Eine Aphasie ist eine erworbene zentrale Sprachstörung, die das Sprechen (Wortfindung, Satzbau, Wortbedeutung), das Sprachverständnis, das Lesen und das Schreiben beeinträchtigen oder aufheben kann. Häufig tritt eine Aphasie nach einer neurologischen Schädigung wie zum Beispiel einem Schlaganfall auf.
Als Dysphagie bezeichnet man eine neurologisch bedingte (z.B. nach einem Schlaganfall oder bei Morbus Parkinson) Schluckstörung. Hierbei können verschiedene Bereiche gestört sein, zum Beispiel fehlende Kraft und Koordination beim Schlucken oder der Nahrungstransport durch den Rachen.
Eine Dysarthrie ist eine zentrale Störung des Sprechens bzw. der Sprechmotorik welche die Artikulation, die Stimmgebung, das Sprechtempo und/ oder die Atmung beeinflusst. Die Betroffenen wissen meist genau was sie sagen wollen, lediglich die Ausführung ist hierbei betroffen. Die häufigsten Ursachen hierfür sind meist Hirnschädigungen z.B. durch einen Schlaganfall, Hirnblutungen oder entzündliche Prozesse. Eine andere häufige Ursache kann auch Morbus Parkinson sein.

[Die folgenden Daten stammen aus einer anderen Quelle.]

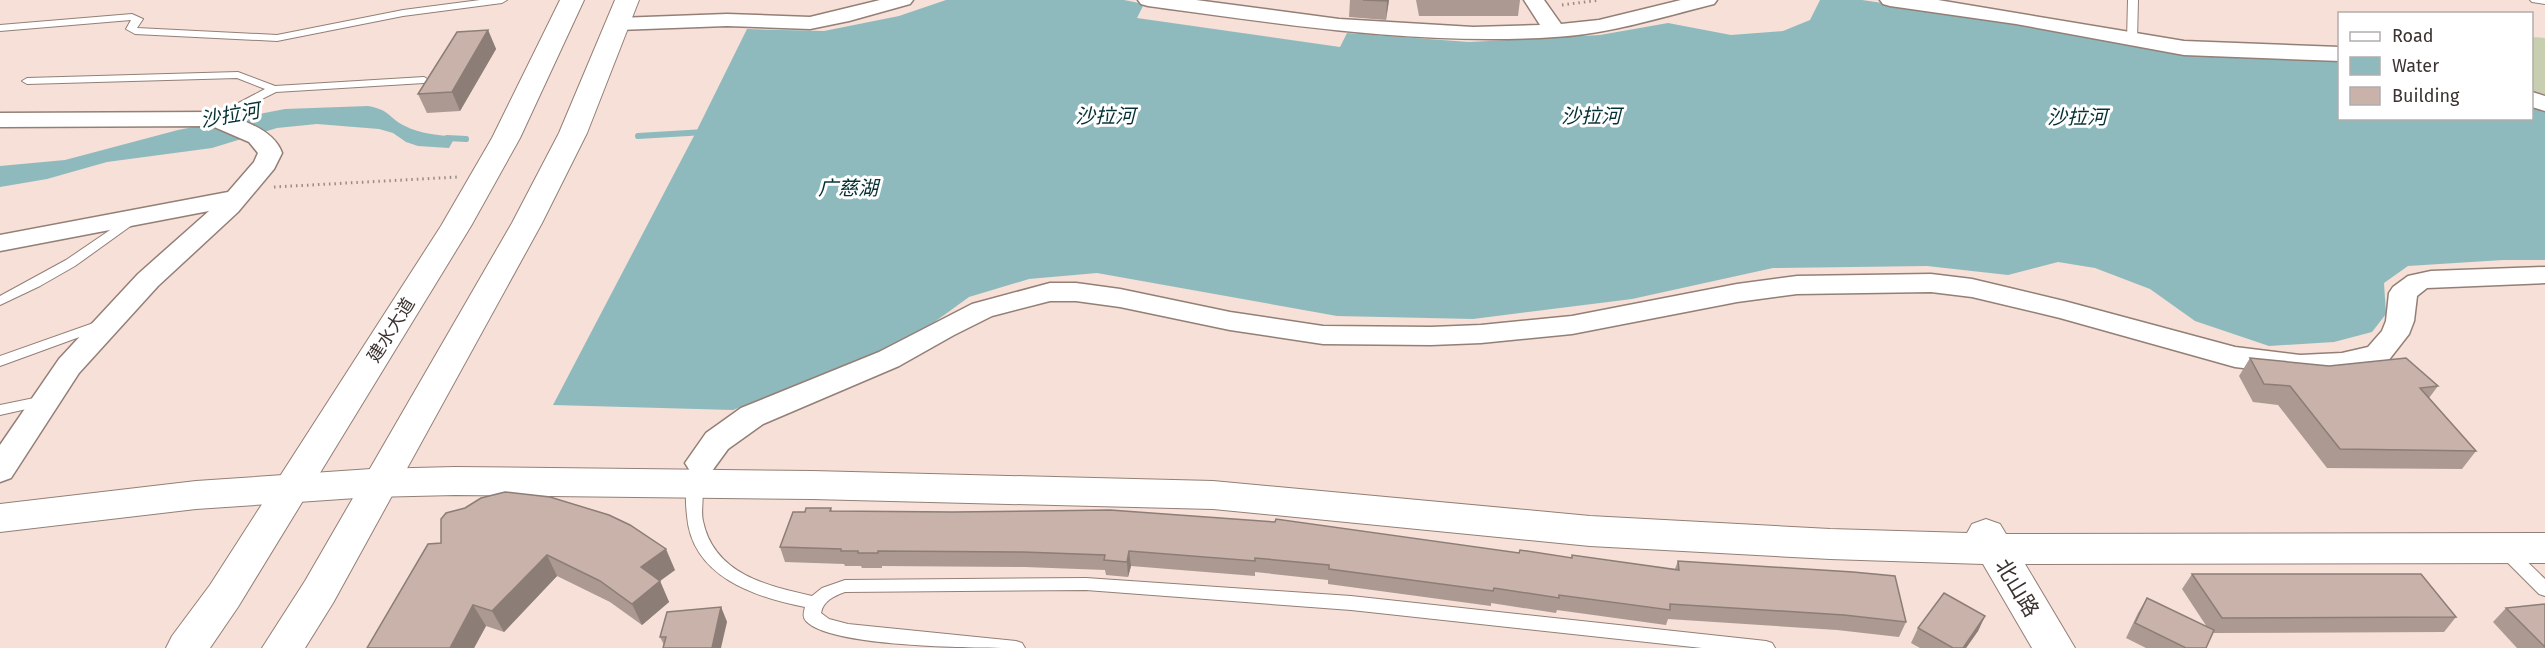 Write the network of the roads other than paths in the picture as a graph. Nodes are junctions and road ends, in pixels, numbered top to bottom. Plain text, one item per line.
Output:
1 (502, 0) edge
2 (572, 0) edge
3 (903, 0) edge
4 (1149, 0) edge
5 (1707, 0) edge
6 (1890, 0) edge
7 (2031, 0) edge
8 (2133, 0) edge
9 (2535, 0) edge
10 (2545, 0) edge
11 (1537, 4) edge
12 (622, 12) edge
13 (2020, 19) junction
14 (0, 28) edge
15 (1555, 31) junction
16 (2132, 40) junction
17 (2338, 54) edge
18 (424, 80) edge
19 (27, 81) dead end
20 (274, 89) junction
21 (216, 119) junction
22 (0, 120) edge
23 (241, 193) junction
24 (135, 217) junction
25 (0, 243) edge
26 (2545, 275) edge
27 (0, 301) edge
28 (110, 321) junction
29 (0, 361) edge
30 (46, 400) junction
31 (0, 410) edge
32 (0, 470) edge
33 (386, 473) junction
34 (698, 473) junction
35 (299, 477) junction
36 (0, 499) edge
37 (0, 518) edge
38 (2545, 525) edge
39 (1988, 537) junction
40 (2503, 548) junction
41 (2545, 548) edge
42 (2545, 589) edge
43 (815, 603) junction
44 (187, 648) edge
45 (283, 648) edge
46 (1016, 648) edge
47 (1766, 648) edge
48 (2054, 648) edge

1 - 14 lane
2 - 35 street, 建水大道
3 - 12 street
4 - 15 street
5 - 15 street
6 - 13 street
7 - 13 street
8 - 16 lane
9 - 10 lane
11 - 15 street
12 - 33 street
13 - 16 street
16 - 17 street
18 - 20 lane
19 - 20 lane
20 - 21 lane
21 - 22 street
21 - 23 street
23 - 24 street
23 - 28 street
24 - 25 street
24 - 27 lane
26 - 34 street
28 - 29 lane
28 - 30 street
30 - 31 lane
30 - 32 street
33 - 34 street
33 - 35 street
33 - 45 street
34 - 39 street
34 - 43 lane
35 - 36 street
35 - 37 street
35 - 44 street, 建水大道
38 - 39 street
39 - 40 street
39 - 48 street, 北山路
40 - 41 street
40 - 42 lane
43 - 46 lane
43 - 47 lane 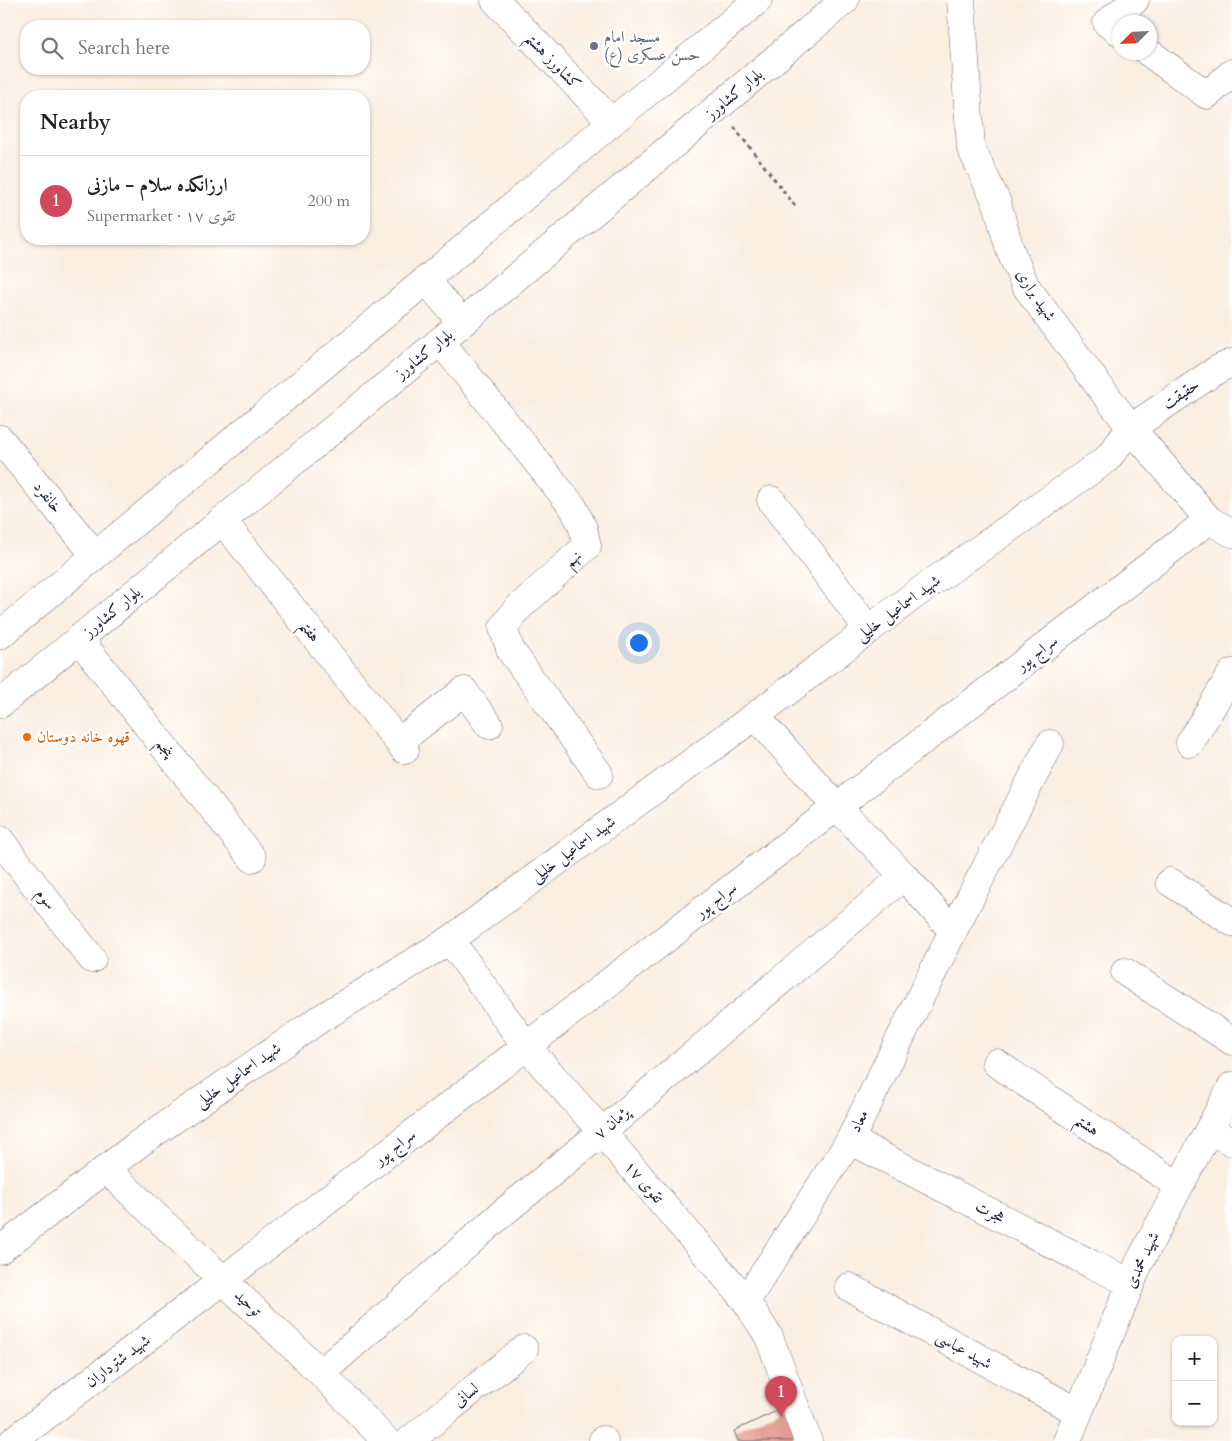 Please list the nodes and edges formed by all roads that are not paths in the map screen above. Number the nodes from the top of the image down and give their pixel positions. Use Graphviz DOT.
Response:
graph roads {
  1 [pos="495,0"];
  2 [pos="758,0"];
  3 [pos="845,0"];
  4 [pos="961,0"];
  5 [pos="1135,0"];
  6 [pos="1117,15"];
  7 [pos="1112,19"];
  8 [pos="1112,26"];
  9 [pos="1157,59"];
  10 [pos="1232,73"];
  11 [pos="612,122"];
  12 [pos="426,280"];
  13 [pos="462,323"];
  14 [pos="440,341"];
  15 [pos="1232,363"];
  16 [pos="1131,428"];
  17 [pos="0,439"];
  18 [pos="771,500"];
  19 [pos="222,520"];
  20 [pos="1208,520"];
  21 [pos="1232,534"];
  22 [pos="95,555"];
  23 [pos="869,630"];
  24 [pos="0,635"];
  25 [pos="79,639"];
  26 [pos="1232,673"];
  27 [pos="0,704"];
  28 [pos="755,716"];
  29 [pos="489,725"];
  30 [pos="1190,743"];
  31 [pos="1050,744"];
  32 [pos="599,774"];
  33 [pos="837,807"];
  34 [pos="0,840"];
  35 [pos="252,858"];
  36 [pos="904,876"];
  37 [pos="1170,882"];
  38 [pos="1232,922"];
  39 [pos="953,931"];
  40 [pos="450,940"];
  41 [pos="92,959"];
  42 [pos="1125,972"];
  43 [pos="1232,1041"];
  44 [pos="526,1046"];
  45 [pos="996,1063"];
  46 [pos="1232,1086"];
  47 [pos="1208,1129"];
  48 [pos="602,1132"];
  49 [pos="850,1140"];
  50 [pos="1232,1142"];
  51 [pos="106,1170"];
  52 [pos="1179,1186"];
  53 [pos="0,1250"];
  54 [pos="224,1280"];
  55 [pos="1131,1283"];
  56 [pos="849,1287"];
  57 [pos="746,1301"];
  58 [pos="524,1349"];
  59 [pos="321,1373"];
  60 [pos="1078,1412"];
  61 [pos="13,1441"];
  62 [pos="390,1441"];
  63 [pos="808,1441"];
  64 [pos="1066,1441"];
  1 -- 11 [label="street, کشاورز هشتم"];
  2 -- 11 [label="street"];
  3 -- 13 [label="street, بلوار کشاورز"];
  4 -- 16 [label="street, شهید براری"];
  5 -- 6 [label="street"];
  7 -- 8 [label="street"];
  9 -- 10 [label="street"];
  11 -- 12 [label="street"];
  12 -- 13 [label="street"];
  12 -- 22 [label="street"];
  13 -- 14 [label="street, بلوار کشاورز"];
  14 -- 19 [label="street, بلوار کشاورز"];
  14 -- 32 [label="street, نهم"];
  15 -- 16 [label="street, حقیقت"];
  16 -- 20 [label="street, شهید براری"];
  16 -- 23 [label="street, شهید اسماعیل خلیلی"];
  17 -- 22 [label="street, خانفرد"];
  18 -- 23 [label="street"];
  19 -- 25 [label="street, بلوار کشاورز"];
  19 -- 29 [label="street, هفتم"];
  20 -- 21 [label="street, شهید براری"];
  20 -- 33 [label="street, سراج پور"];
  22 -- 24 [label="street"];
  23 -- 28 [label="street, شهید اسماعیل خلیلی"];
  25 -- 27 [label="street, بلوار کشاورز"];
  25 -- 35 [label="street, پنجم"];
  26 -- 30 [label="street"];
  28 -- 33 [label="street"];
  28 -- 40 [label="street, شهید اسماعیل خلیلی"];
  31 -- 39 [label="street, معاد"];
  33 -- 36 [label="street"];
  33 -- 44 [label="street, سراج پور"];
  34 -- 41 [label="street, سوم"];
  36 -- 39 [label="street"];
  36 -- 48 [label="street, پژمان ۷"];
  37 -- 38 [label="street"];
  39 -- 49 [label="street, معاد"];
  40 -- 44 [label="street, تقوی ۱۷"];
  40 -- 51 [label="street, شهید اسماعیل خلیلی"];
  42 -- 43 [label="street"];
  44 -- 48 [label="street, تقوی ۱۷"];
  44 -- 54 [label="street, سراج پور"];
  45 -- 52 [label="street, هشتم"];
  46 -- 47 [label="street, شهید محمدی"];
  47 -- 50 [label="street"];
  47 -- 52 [label="street, شهید محمدی"];
  48 -- 57 [label="street, تقوی ۱۷"];
  48 -- 59 [label="street, پژمان ۷"];
  49 -- 55 [label="street, هجرت"];
  49 -- 57 [label="street, معاد"];
  51 -- 53 [label="street, شهید اسماعیل خلیلی"];
  51 -- 54 [label="street, توحید"];
  52 -- 55 [label="street, شهید محمدی"];
  54 -- 59 [label="street, توحید"];
  54 -- 61 [label="street, شهید شترداران"];
  55 -- 60 [label="street, شهید محمدی"];
  56 -- 60 [label="street, شهید عباسی"];
  57 -- 63 [label="street, تقوی ۱۷"];
  58 -- 62 [label="street, لسانی"];
  59 -- 62 [label="street, توحید"];
  60 -- 64 [label="street, شهید محمدی"];
}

Eine funktionell bedingte Stimmstörung lässt sich meist auf einen unökonomischen Stimmgebrauch zurückführen. Dies bedeutet, dass die Stimme nicht korrekt eingesetzt wird und es zu einer Veränderung des Stimmklangs (z.B. in Form von Heiserkeit) und der stimmlichen Belastbarkeit kommen kann. Auch hier sind unterschiedliche Ursachen möglich (äußere Einflussfaktoren wie z. B. Nikotin und toxische Einflüsse, fehlerhafter Stimmgebrauch, erhöhte Stimmbelastung im beruflichen Alltag, psychische Belastungen).
Bei manchen Menschen treten organische Veränderungen (Stimmlippenknötchen, -ödeme, – polypen, – lähmungen u.a.) im Kehlkopfbereich auf, die zu einer Stimmstörung in Form von Heiserkeit, Schmerzen, Sprechanstrengung, Fremdkörpergefühl, Räusperzwang und/ oder einer Veränderung der Lautstärke führen. Die Ursachen hierfür können unterschiedlicher Herkunft sein (z.B. nach einer Kehlkopfentzündung durch einen grippalen Infekt, nach einer Operation im Halsbereich oder aber nach längerem unökonomischen Stimmgebrauch).
Poltern ist ähnlich wie das Stottern eine Redeflussstörung. Es kommt hierbei zu Auslassungen oder einem zu schnellen ineinander Übergehen von Lauten oder Silben, die zu einer Unverständlichkeit der Aussprache führen. Poltern wird jedoch vom Stottern streng abgegrenzt.
Als Sprechapraxie bezeichnet man eine erworbene Störung, gezielte Bewegungsabläufe der Sprechmuskulatur zu steuern bzw. zu programmieren. Das bedeutet, dass die Bewegungen im Mundraum und im Kehlkopf fehlkoordiniert werden und in ihrer zeitlichen Steuerung gestört sind. Dies kann dazu führen, dass bestimmte Laute/ Wörter falsch artikuliert werden. Eine Sprechapraxie tritt häufig nach einem Schlaganfall oder anderen Hinschädigungen auf.
Als Stottern bezeichnet man das unfreiwillige Wiederholen, Dehnen und/ oder Blockieren von Lauten, Silben und/ oder Wörtern. Die Ursachen hierfür können genetisch, anatomisch oder psycho-sozial sein. Eine genaue Herkunft des Stotterns lässt sich jedoch nicht erklären.